北大阪急行電鉄8000形電車
北大阪急行電鉄8000形電車(きたおおさかきゅうこうでんてつ8000けい[1]でんしゃ)は、北大阪急行電鉄の通勤形電車である。北極星を意味するポールスター(POLESTAR)の愛称がある。1986年(昭和61年)に登場した。 概要車両冷房化および老朽化した2000形置き換えのために製造された。当初は8両編成だったが、1987年(昭和62年)に8100形を新造・組み込みし9両編成化され[2]、同年以降製造の編成も最初から9両編成で落成した。1993年(平成5年)4月までに9両編成7本が出そろい、2000形の置き換えを完了した。 車両は親会社である阪急電鉄の車両に準じた仕様で、同じく阪急電鉄の子会社であったアルナ工機で設計・製造された。 1995年(平成7年)から1996年(平成8年)にかけて、自社線および相互乗り入れ先である御堂筋線の10両化に伴い、8600形7両が新規製造され、従来の8600形は8500形に改番された。 車両概説車体同社では初のアルミ合金製で、車体塗装は、阪急6000系等の上部に塗装されているアイボリーをベースに、乗り入れ先の御堂筋線に準じたカラーの赤と、親会社の阪急電鉄の系列カラーであるマルーンの2色の帯を上下に巻いている。 車両前面、運転台の上に設置されていた列車無線アンテナが先頭車の後部妻面(連結面)に移されており、すっきりとした前面デザインとなっている。また、第三軌条方式の車両としては珍しく前面連結器周囲には排障器が装備されている。 内装内装は、木目印刷を施した化粧板、ゴールデンオリーブ色の座席[注釈 1]となっており、こちらも阪急電鉄の車両と同仕様である。そして、車両間の貫通扉は当時の通勤形車両としては珍しく自動ドア(押ボタン式)を採用したことが特徴となっている[注釈 2]。また、車体両端の冷房装置搭載部を除くと屋根が車両限界いっぱいまで高められており、地下鉄用車両としては高い天井と開放感のある広い室内を実現している。 ドアチャイムは手動で、客用ドアの開閉前に車掌がボタンを押すことにより鳴動する仕組みとなっている[注釈 3]。基本的に自社線内のみの使用であるが、御堂筋線内でも使用される場合がある。 機器類主回路制御装置には東芝製のGTOサイリスタ素子使用のVVVFインバータ制御を採用した。回生ブレーキを装備するが、回生失効速度が高いのが特徴である。主電動機は三相誘導電動機のSEA-312(定格出力140kW)を搭載し、1台の主制御器でこの電動機を4基制御する、1C4M(1 Controller 4 Motors)方式となっている。 当時の車両としては珍しく運転台の速度計や電圧計、電流計などがデジタル表示とされた。台車は住友金属工業製のSUミンデン式ボルスタレス台車を装着する。
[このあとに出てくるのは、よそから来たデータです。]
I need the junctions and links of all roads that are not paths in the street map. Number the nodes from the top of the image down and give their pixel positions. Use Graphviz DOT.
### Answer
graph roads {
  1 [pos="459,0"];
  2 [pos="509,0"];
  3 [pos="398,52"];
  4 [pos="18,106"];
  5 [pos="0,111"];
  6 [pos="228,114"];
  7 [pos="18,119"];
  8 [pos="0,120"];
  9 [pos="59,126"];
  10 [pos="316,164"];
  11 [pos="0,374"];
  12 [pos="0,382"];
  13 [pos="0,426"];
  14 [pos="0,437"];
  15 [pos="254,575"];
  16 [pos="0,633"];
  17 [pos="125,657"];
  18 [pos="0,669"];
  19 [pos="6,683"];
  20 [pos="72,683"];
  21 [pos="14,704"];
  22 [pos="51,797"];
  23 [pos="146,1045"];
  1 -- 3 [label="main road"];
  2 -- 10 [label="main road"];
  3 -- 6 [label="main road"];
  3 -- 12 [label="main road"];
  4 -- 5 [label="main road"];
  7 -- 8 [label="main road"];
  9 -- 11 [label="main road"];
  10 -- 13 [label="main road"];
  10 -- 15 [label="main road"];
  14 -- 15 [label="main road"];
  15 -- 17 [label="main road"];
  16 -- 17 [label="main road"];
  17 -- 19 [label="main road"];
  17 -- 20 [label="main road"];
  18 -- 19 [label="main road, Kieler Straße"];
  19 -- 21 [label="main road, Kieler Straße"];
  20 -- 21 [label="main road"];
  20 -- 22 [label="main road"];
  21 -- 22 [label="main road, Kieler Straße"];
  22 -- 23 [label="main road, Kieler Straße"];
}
登場後の変化1989年(平成元年)に製造された8005Fから方向幕に英文が入り、後に8004F以前の編成についても交換された。 1993年(平成5年)10月より自社線内で8トラックテープによる車内自動放送(その後ICレコーダーに交換)が実施されることになり、再生装置が設置された(事前に準備工事は行っていた)。車内自動放送の日本語音声は秀平真由美(1999年3月31日までは津田英治)が担当している。 2002年(平成14年)11月には8006FにLED式車内案内表示装置の設置とドアチャイムの自動化[注釈 4]改造が行われた。 2006年(平成18年)3月には8006Fの全車両の2番ドアと3番ドアの間の座席にNTTドコモのキャラクター「ドコモダケ」が描かれた座席広告が登場し、同年3月31日までこの仕様で運行された。同年7月1日には営業運転開始から20周年を迎え、同年6月中旬から7月下旬まで非常貫通扉上に記念ステッカーが掲出された。 2010年(平成22年)2月には、2月24日で開業40周年を迎えることを記念し、沿線にある新田、東泉丘、桃山台、寺内の各小学校の児童絵画展および北大阪急行沿線の40年前と現在の様子を比較できる写真展が開催されていた。 2013年(平成25年)3月27日から、一部編成の車内照明がLEDに変更されている[3]。 2016年(平成28年)7月1日には、8000形がデビュー30周年を迎えた記念に「POLESTAR 30th Anniversary」デザインのヘッドマークと車内つり革シールが、同月時点で残っている4編成のうち掲出当時定期検査中の8003Fを除く3編成に掲出された[4][5]。 そのほか、落成時点からの変化には、前述したドアチャイムの変更、1993年から1995年にかけての車椅子スペースの設置[注釈 5]、座席モケットのオレンジ色からゴールデンオリーブ色への変更、起動加速度の大阪市車両と同等への向上がある。 更新工事・廃車8003Fが前照灯の白色LEDへの交換、一部の床下機器(VVVFインバーター制御のIGBT化など)や各種運転台機器の更新を受け、2012年9月14日に日中試運転を行い、同年11月に営業運転に復帰した[6]。この更新工事では車内の更新はほとんど行われていないが、同編成は西日本の車両で初めて車両に搭載される照明が100%LED化された。 2014年8月には、8007Fが8003Fとほぼ同様の内容の更新工事を施工された[7]。この編成では運転台のメーターがアナログ式に変更されているほか、車外スピーカーが設置されている。 一方で9000形運用の本格化に伴い、同月には8002Fが、2015年2月には8004Fが廃車となった[8]。 2015年6月には、8006Fが8007Fと同様の更新工事を施工された[9]。ただし、8006Fは改造前から前照灯がLEDに更新されていた。また、8006Fの車内案内表示装置は更新工事後も変化はない。 2016年3月には8001Fが廃車となり[10]、続いて2018年1月に8005Fが廃車となったことで[11]、GTO-VVVFのままの未更新車は全車廃車となった。 2018年(平成30年)には8007Fの内装をリニューアルする改造が行われ、すべての座席・化粧板を交換し9000形に準じた内装へと変更された。 2018年4月現在、10両編成3本(8003F・8006F・8007F)が在籍しており、これらの編成はIGBT-VVVFに更新されている[12]。 2019年12月3日、8006Fが内装更新と前面・側面の行先表示器の方向幕からフルカラーLEDへの更新を施工された[13]。 2020年3月27日、8007Fが前面・側面の行先表示器の方向幕からフルカラーLEDへの更新[14]、ドアチャイムの自動化改造を施工された[注釈 6]。